Estéticamente el Subaru XV es un automóvil que no arriesga demasiado. Sus formas son sencillas y permiten sacar buen partido del espacio disponible. En Subaru tampoco han querido abusar de adornos que lo recarguen mucho; apenas los pasos de rueda en negro, las molduras imitando a cubrecárteres de aluminio en los paragolpes delantero y trasero y el spoiler rematado en negro satinado sobre la luneta trasera son sus únicas licencias en este apartado.

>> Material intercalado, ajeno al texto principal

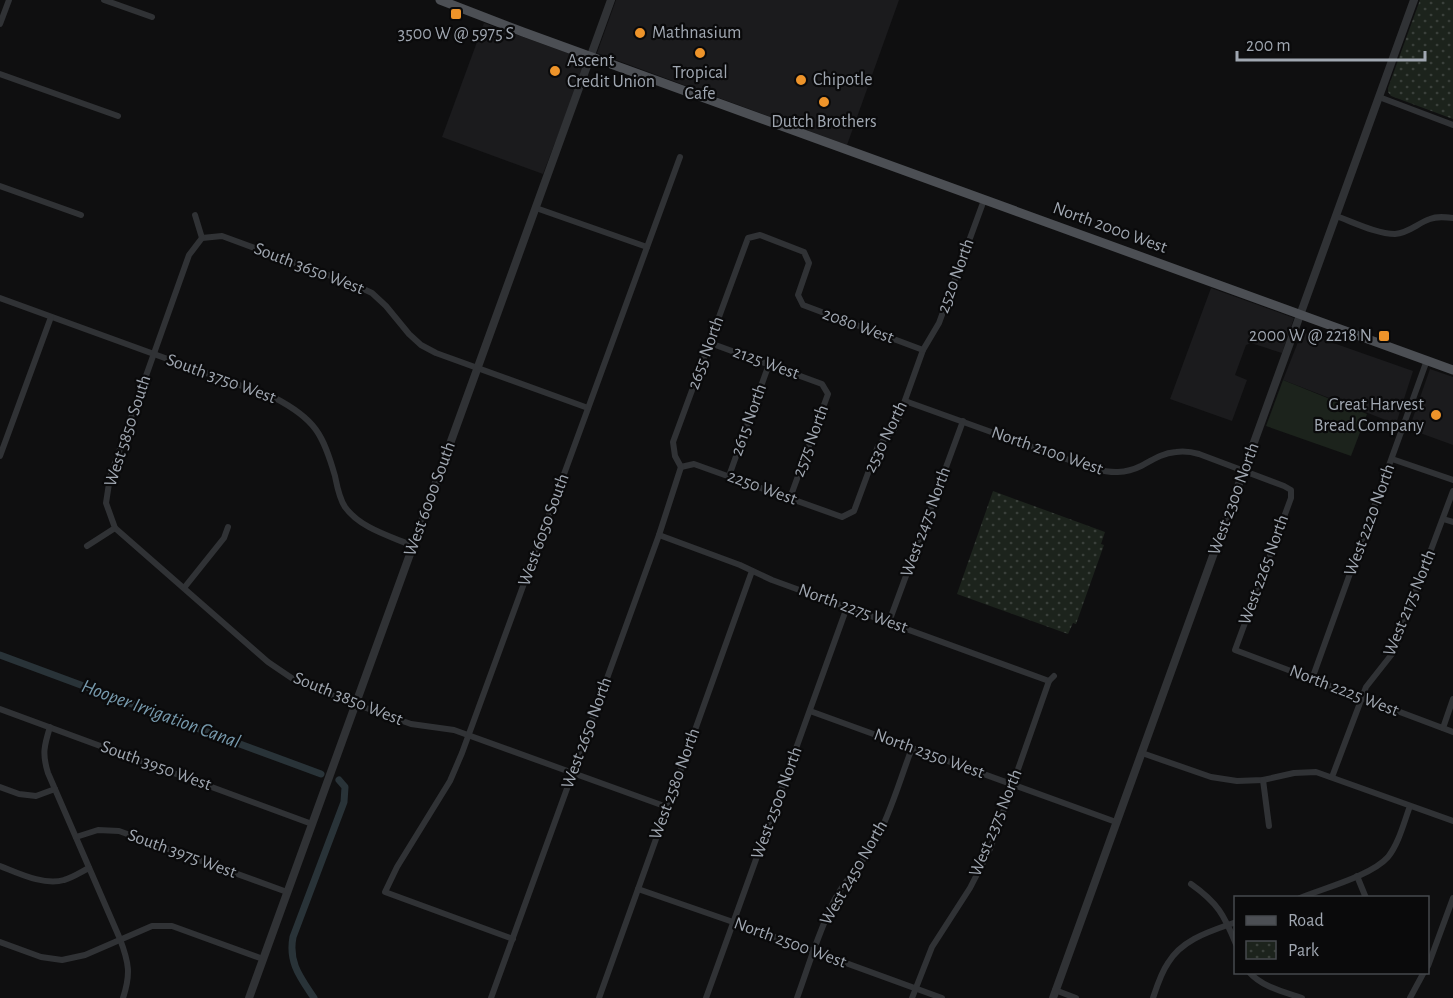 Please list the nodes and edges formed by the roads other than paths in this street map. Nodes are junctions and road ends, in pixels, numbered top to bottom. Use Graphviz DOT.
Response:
graph roads {
  1 [pos="9,0"];
  2 [pos="104,0"];
  3 [pos="440,0"];
  4 [pos="611,0"];
  5 [pos="1414,0"];
  6 [pos="152,17"];
  7 [pos="0,24"];
  8 [pos="591,57"];
  9 [pos="0,74"];
  10 [pos="1379,97"];
  11 [pos="118,116"];
  12 [pos="1453,125"];
  13 [pos="680,157"];
  14 [pos="0,186"];
  15 [pos="984,200"];
  16 [pos="536,208"];
  17 [pos="81,215"];
  18 [pos="195,215"];
  19 [pos="1336,216"];
  20 [pos="1453,218"];
  21 [pos="202,238"];
  22 [pos="647,247"];
  23 [pos="798,295"];
  24 [pos="0,298"];
  25 [pos="1301,315"];
  26 [pos="51,316"];
  27 [pos="710,343"];
  28 [pos="923,350"];
  29 [pos="154,354"];
  30 [pos="1427,360"];
  31 [pos="769,364"];
  32 [pos="477,369"];
  33 [pos="1453,370"];
  34 [pos="822,384"];
  35 [pos="905,400"];
  36 [pos="588,408"];
  37 [pos="963,421"];
  38 [pos="0,456"];
  39 [pos="1392,459"];
  40 [pos="681,467"];
  41 [pos="1245,471"];
  42 [pos="729,476"];
  43 [pos="1453,480"];
  44 [pos="1291,490"];
  45 [pos="1453,491"];
  46 [pos="790,498"];
  47 [pos="842,517"];
  48 [pos="1443,519"];
  49 [pos="1453,522"];
  50 [pos="228,527"];
  51 [pos="115,528"];
  52 [pos="659,535"];
  53 [pos="87,546"];
  54 [pos="413,546"];
  55 [pos="752,571"];
  56 [pos="184,588"];
  57 [pos="847,607"];
  58 [pos="889,622"];
  59 [pos="1235,650"];
  60 [pos="1051,679"];
  61 [pos="1312,679"];
  62 [pos="1362,698"];
  63 [pos="1453,699"];
  64 [pos="356,704"];
  65 [pos="0,709"];
  66 [pos="810,711"];
  67 [pos="50,727"];
  68 [pos="1443,728"];
  69 [pos="1453,732"];
  70 [pos="469,735"];
  71 [pos="912,748"];
  72 [pos="1142,753"];
  73 [pos="573,773"];
  74 [pos="1332,777"];
  75 [pos="1263,780"];
  76 [pos="1012,784"];
  77 [pos="0,788"];
  78 [pos="55,789"];
  79 [pos="1410,806"];
  80 [pos="667,807"];
  81 [pos="1453,821"];
  82 [pos="1116,822"];
  83 [pos="312,824"];
  84 [pos="1269,826"];
  85 [pos="76,837"];
  86 [pos="0,866"];
  87 [pos="89,868"];
  88 [pos="1357,876"];
  89 [pos="1191,884"];
  90 [pos="638,889"];
  91 [pos="287,892"];
  92 [pos="1303,896"];
  93 [pos="1366,896"];
  94 [pos="1453,898"];
  95 [pos="734,922"];
  96 [pos="1234,922"];
  97 [pos="1228,924"];
  98 [pos="120,939"];
  99 [pos="513,939"];
  100 [pos="1234,939"];
  101 [pos="0,942"];
  102 [pos="1429,944"];
  103 [pos="1436,947"];
  104 [pos="814,951"];
  105 [pos="263,959"];
  106 [pos="1429,964"];
  107 [pos="1250,974"];
  108 [pos="1423,974"];
  109 [pos="915,988"];
  110 [pos="1054,994"];
  111 [pos="123,998"];
  112 [pos="249,998"];
  113 [pos="491,998"];
  114 [pos="598,998"];
  115 [pos="706,998"];
  116 [pos="797,998"];
  117 [pos="912,998"];
  118 [pos="942,998"];
  119 [pos="1076,998"];
  120 [pos="1153,998"];
  121 [pos="1302,998"];
  122 [pos="1410,998"];
  1 -- 7 [label="street"];
  2 -- 6 [label="street"];
  3 -- 8 [label="main road, North 2000 West"];
  4 -- 8 [label="street, West 6000 South"];
  5 -- 10 [label="street, West 2300 North"];
  8 -- 15 [label="main road, North 2000 West"];
  8 -- 16 [label="street, West 6000 South"];
  9 -- 11 [label="street"];
  10 -- 12 [label="street"];
  10 -- 19 [label="street, West 2300 North"];
  13 -- 22 [label="street, West 6050 South"];
  14 -- 17 [label="street"];
  15 -- 25 [label="main road, North 2000 West"];
  15 -- 28 [label="street, 2520 North"];
  16 -- 22 [label="street"];
  16 -- 32 [label="street, West 6000 South"];
  18 -- 21 [label="street"];
  19 -- 20 [label="street"];
  19 -- 25 [label="street, West 2300 North"];
  21 -- 29 [label="street, West 5850 South"];
  21 -- 32 [label="street, South 3650 West"];
  22 -- 36 [label="street, West 6050 South"];
  23 -- 27 [label="street, 2655 North"];
  23 -- 28 [label="street, 2080 West"];
  24 -- 26 [label="street, South 3750 West"];
  25 -- 30 [label="main road, North 2000 West"];
  25 -- 41 [label="street, West 2300 North"];
  26 -- 29 [label="street, South 3750 West"];
  26 -- 38 [label="street"];
  27 -- 31 [label="street, 2125 West"];
  27 -- 40 [label="street, 2655 North"];
  28 -- 35 [label="street, 2530 North"];
  29 -- 51 [label="street, West 5850 South"];
  29 -- 54 [label="street, South 3750 West"];
  30 -- 33 [label="main road, North 2000 West"];
  30 -- 39 [label="street, West 2220 North"];
  31 -- 34 [label="street, 2125 West"];
  31 -- 42 [label="street, 2615 North"];
  32 -- 36 [label="street, South 3650 West"];
  32 -- 54 [label="street, West 6000 South"];
  34 -- 46 [label="street, 2575 North"];
  35 -- 37 [label="street, North 2100 West"];
  35 -- 47 [label="street, 2530 North"];
  36 -- 70 [label="street, West 6050 South"];
  37 -- 41 [label="street, North 2100 West"];
  37 -- 58 [label="street, West 2475 North"];
  39 -- 43 [label="street"];
  39 -- 61 [label="street, West 2220 North"];
  40 -- 42 [label="street, 2250 West"];
  40 -- 52 [label="street, West 2650 North"];
  41 -- 44 [label="street, North 2100 West"];
  41 -- 72 [label="street, West 2300 North"];
  42 -- 46 [label="street, 2250 West"];
  44 -- 59 [label="street, West 2265 North"];
  45 -- 48 [label="street, West 2175 North"];
  46 -- 47 [label="street, 2250 West"];
  48 -- 49 [label="street"];
  48 -- 62 [label="street, West 2175 North"];
  50 -- 56 [label="street"];
  51 -- 53 [label="street"];
  51 -- 56 [label="street, South 3850 West"];
  52 -- 55 [label="street, North 2275 West"];
  52 -- 73 [label="street, West 2650 North"];
  54 -- 64 [label="street, West 6000 South"];
  55 -- 57 [label="street, North 2275 West"];
  55 -- 80 [label="street, West 2580 North"];
  56 -- 64 [label="street, South 3850 West"];
  57 -- 58 [label="street, North 2275 West"];
  57 -- 66 [label="street, West 2500 North"];
  58 -- 60 [label="street, North 2275 West"];
  59 -- 61 [label="street, North 2225 West"];
  60 -- 76 [label="street, West 2375 North"];
  61 -- 62 [label="street, North 2225 West"];
  62 -- 68 [label="street, North 2225 West"];
  62 -- 74 [label="street, West 2175 North"];
  63 -- 68 [label="street"];
  64 -- 70 [label="street, South 3850 West"];
  64 -- 83 [label="street, West 6000 South"];
  65 -- 67 [label="street, South 3950 West"];
  66 -- 71 [label="street, North 2350 West"];
  66 -- 95 [label="street, West 2500 North"];
  67 -- 78 [label="street"];
  67 -- 83 [label="street, South 3950 West"];
  68 -- 69 [label="street, North 2225 West"];
  70 -- 73 [label="street, South 3850 West"];
  70 -- 99 [label="street, West 6050 South"];
  71 -- 76 [label="street, North 2350 West"];
  71 -- 104 [label="street, West 2450 North"];
  72 -- 75 [label="street"];
  72 -- 82 [label="street, West 2300 North"];
  73 -- 80 [label="street, South 3850 West"];
  73 -- 99 [label="street, West 2650 North"];
  74 -- 75 [label="street"];
  74 -- 79 [label="street"];
  75 -- 84 [label="street"];
  76 -- 82 [label="street, North 2350 West"];
  76 -- 109 [label="street, West 2375 North"];
  77 -- 78 [label="street"];
  78 -- 85 [label="street"];
  79 -- 81 [label="street"];
  79 -- 88 [label="street"];
  80 -- 90 [label="street, West 2580 North"];
  82 -- 110 [label="street, West 2300 North"];
  83 -- 91 [label="street, West 6000 South"];
  85 -- 87 [label="street"];
  85 -- 91 [label="street, South 3975 West"];
  86 -- 87 [label="street"];
  87 -- 98 [label="street"];
  88 -- 92 [label="street"];
  88 -- 93 [label="street"];
  89 -- 97 [label="street"];
  90 -- 95 [label="street, North 2500 West"];
  90 -- 114 [label="street, West 2580 North"];
  91 -- 105 [label="street, West 6000 South"];
  94 -- 103 [label="street"];
  95 -- 104 [label="street, North 2500 West"];
  95 -- 115 [label="street, West 2500 North"];
  96 -- 97 [label="street"];
  97 -- 100 [label="street"];
  97 -- 120 [label="street"];
  98 -- 101 [label="street"];
  98 -- 105 [label="street"];
  98 -- 111 [label="street"];
  99 -- 113 [label="street, West 2650 North"];
  102 -- 103 [label="street"];
  103 -- 106 [label="street"];
  104 -- 109 [label="street, North 2500 West"];
  104 -- 116 [label="street, West 2450 North"];
  105 -- 112 [label="street, West 6000 South"];
  107 -- 121 [label="street"];
  108 -- 122 [label="street"];
  109 -- 117 [label="street, West 2375 North"];
  109 -- 118 [label="street, North 2500 West"];
  110 -- 119 [label="street"];
}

Ni siquiera cuando se presentó en 2011 era un coche atrevido. Tal vez por eso esté aguantando bastante bien el paso del tiempo, al no haber nacido siguiendo una moda concreta.

Personalmente me gusta el aspecto que le proporciona la pintura azul a esta unidad, aunque la luz grisácea del día de la jornada de fotos no le hace demasiada justicia y resulta mucho más llamativo en directo.

Los ajustes de los elementos de la carrocería son buenos y las formas del Subaru XV hacen que no debamos temer por esquinas que sobresalgan demasiado, faldones muy bajos que podamos estropear al aparcar en batería, etc.  Además, sus formas permiten unas puertas amplias que dejan un buen acceso al habitáculo.

Las ópticas traseras con tecnología LED son la mayor novedad que encontraremos en la vista trasera. Su iluminación es buena, pero actualmente ya no se llevan demasiado en este formato, con los LED independientes en lugar de en una tira de luz homogénea, que es la tendencia actual y que, además, se ven mejor por la noche.

En resumen, es un coche que está bien hecho y con un diseño más práctico que atractivo.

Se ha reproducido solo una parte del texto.